* [DESCRIPTION OF THE TASK]: The lines below that include the word "bridge" are to be reported.

[GIVEN INFORMATION Boundary: Start]

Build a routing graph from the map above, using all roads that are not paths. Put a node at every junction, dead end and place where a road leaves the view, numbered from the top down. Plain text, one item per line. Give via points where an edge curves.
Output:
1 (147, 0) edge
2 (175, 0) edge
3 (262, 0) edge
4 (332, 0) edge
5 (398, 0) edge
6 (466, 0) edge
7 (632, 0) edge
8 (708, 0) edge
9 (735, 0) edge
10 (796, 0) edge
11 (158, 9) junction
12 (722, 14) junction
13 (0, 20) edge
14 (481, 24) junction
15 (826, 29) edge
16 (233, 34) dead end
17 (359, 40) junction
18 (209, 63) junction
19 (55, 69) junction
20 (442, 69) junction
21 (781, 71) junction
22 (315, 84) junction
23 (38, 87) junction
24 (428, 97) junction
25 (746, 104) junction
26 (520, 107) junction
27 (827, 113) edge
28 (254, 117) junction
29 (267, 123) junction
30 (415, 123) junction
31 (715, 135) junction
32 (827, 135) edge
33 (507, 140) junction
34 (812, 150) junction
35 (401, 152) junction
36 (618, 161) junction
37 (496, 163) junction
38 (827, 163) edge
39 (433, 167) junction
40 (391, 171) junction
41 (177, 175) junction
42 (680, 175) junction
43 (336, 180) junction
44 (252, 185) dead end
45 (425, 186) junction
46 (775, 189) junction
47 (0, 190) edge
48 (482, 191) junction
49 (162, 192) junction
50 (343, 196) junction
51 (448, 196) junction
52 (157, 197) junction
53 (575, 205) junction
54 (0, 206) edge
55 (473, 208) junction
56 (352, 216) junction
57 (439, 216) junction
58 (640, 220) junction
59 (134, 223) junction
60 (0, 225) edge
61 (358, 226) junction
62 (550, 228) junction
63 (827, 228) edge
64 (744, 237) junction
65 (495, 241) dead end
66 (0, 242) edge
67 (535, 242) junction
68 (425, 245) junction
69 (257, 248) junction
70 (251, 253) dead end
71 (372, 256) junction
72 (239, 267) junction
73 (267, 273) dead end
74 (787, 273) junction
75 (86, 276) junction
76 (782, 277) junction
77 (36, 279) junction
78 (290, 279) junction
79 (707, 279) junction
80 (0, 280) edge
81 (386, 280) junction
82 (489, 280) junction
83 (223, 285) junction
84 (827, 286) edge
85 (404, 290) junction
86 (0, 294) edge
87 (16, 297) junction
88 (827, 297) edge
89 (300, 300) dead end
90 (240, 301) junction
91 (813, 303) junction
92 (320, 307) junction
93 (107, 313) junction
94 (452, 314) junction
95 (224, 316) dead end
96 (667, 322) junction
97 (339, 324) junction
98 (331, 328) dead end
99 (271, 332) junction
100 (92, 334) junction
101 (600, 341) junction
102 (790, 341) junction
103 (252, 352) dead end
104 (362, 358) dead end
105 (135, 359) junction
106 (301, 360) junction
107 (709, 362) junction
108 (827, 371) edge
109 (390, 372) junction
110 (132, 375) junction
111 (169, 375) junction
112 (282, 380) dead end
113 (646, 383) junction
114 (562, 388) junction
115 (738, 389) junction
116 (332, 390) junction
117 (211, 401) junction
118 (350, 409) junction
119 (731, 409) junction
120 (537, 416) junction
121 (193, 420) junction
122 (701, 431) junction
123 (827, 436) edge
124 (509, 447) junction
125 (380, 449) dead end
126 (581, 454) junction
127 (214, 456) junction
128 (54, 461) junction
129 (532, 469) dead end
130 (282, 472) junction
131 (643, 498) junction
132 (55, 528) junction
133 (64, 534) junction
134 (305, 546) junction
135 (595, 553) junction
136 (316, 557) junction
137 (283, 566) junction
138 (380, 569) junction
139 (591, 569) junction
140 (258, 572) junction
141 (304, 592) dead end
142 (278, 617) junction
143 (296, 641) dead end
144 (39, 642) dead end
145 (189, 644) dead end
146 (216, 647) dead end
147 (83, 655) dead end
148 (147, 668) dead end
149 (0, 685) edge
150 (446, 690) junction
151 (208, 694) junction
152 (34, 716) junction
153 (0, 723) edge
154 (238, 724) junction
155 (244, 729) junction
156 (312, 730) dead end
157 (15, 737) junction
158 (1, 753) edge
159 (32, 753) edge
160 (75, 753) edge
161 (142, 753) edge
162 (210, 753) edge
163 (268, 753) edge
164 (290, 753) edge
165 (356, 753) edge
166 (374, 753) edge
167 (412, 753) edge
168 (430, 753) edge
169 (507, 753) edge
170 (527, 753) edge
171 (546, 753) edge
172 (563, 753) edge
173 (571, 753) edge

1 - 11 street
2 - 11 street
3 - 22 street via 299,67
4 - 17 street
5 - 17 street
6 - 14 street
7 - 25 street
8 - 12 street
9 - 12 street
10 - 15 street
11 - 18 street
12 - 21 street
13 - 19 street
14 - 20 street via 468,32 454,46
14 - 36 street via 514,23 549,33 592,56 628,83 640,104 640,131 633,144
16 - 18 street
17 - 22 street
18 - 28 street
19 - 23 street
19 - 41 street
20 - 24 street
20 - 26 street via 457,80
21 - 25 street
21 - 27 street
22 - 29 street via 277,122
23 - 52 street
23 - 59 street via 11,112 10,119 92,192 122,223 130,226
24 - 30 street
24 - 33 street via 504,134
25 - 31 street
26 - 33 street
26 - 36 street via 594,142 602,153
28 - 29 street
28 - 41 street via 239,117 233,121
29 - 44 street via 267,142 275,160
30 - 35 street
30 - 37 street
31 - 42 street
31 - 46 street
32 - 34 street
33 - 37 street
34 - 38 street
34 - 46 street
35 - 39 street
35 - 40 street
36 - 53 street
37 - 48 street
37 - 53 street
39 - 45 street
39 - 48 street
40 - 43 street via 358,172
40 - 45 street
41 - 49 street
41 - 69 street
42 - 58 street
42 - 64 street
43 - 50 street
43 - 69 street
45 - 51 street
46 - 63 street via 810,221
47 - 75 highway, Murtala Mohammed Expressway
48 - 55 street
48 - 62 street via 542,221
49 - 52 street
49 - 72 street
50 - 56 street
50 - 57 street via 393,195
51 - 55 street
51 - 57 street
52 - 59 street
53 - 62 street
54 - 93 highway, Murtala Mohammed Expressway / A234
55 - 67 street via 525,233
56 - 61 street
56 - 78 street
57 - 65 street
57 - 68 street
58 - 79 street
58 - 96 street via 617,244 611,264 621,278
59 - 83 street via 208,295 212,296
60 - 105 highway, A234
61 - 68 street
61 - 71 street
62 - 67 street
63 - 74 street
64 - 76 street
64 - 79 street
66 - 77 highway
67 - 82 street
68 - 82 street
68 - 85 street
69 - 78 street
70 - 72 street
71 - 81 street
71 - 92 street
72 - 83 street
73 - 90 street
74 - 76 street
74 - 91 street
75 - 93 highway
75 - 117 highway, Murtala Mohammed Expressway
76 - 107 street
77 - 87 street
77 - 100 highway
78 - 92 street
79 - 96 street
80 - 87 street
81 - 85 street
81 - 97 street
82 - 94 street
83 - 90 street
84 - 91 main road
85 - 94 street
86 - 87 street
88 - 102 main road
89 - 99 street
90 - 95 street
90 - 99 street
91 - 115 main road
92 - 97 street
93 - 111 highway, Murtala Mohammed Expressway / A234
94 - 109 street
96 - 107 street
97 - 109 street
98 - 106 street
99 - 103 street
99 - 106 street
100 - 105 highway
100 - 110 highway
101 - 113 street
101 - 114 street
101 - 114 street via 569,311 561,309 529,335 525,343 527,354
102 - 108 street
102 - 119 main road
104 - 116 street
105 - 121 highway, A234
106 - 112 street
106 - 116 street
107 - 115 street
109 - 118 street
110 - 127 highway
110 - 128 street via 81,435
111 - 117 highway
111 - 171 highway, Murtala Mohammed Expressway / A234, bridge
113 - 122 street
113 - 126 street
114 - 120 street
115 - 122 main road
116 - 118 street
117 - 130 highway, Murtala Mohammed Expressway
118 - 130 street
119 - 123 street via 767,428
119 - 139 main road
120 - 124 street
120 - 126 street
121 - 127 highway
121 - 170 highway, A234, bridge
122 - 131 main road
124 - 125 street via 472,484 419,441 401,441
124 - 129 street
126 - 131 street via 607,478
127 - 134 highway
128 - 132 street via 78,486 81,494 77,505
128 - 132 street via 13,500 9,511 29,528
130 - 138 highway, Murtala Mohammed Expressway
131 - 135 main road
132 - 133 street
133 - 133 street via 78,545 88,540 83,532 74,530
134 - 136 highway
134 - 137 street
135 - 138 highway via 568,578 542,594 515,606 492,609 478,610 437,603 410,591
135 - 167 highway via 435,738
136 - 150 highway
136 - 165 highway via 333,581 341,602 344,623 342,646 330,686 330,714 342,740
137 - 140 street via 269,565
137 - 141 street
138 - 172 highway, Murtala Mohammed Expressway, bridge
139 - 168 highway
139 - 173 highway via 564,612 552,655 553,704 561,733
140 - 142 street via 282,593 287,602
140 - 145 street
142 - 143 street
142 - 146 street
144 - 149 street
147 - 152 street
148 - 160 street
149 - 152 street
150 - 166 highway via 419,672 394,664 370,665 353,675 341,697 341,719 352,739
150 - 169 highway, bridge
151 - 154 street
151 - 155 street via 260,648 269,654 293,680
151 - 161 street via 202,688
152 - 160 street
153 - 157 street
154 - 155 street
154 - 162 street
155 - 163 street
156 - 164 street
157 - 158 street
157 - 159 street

[GIVEN INFORMATION Boundary: End]

* [SOLVED PROBLEM]:
111 - 171 highway, Murtala Mohammed Expressway / A234, bridge
121 - 170 highway, A234, bridge
138 - 172 highway, Murtala Mohammed Expressway, bridge
150 - 169 highway, bridge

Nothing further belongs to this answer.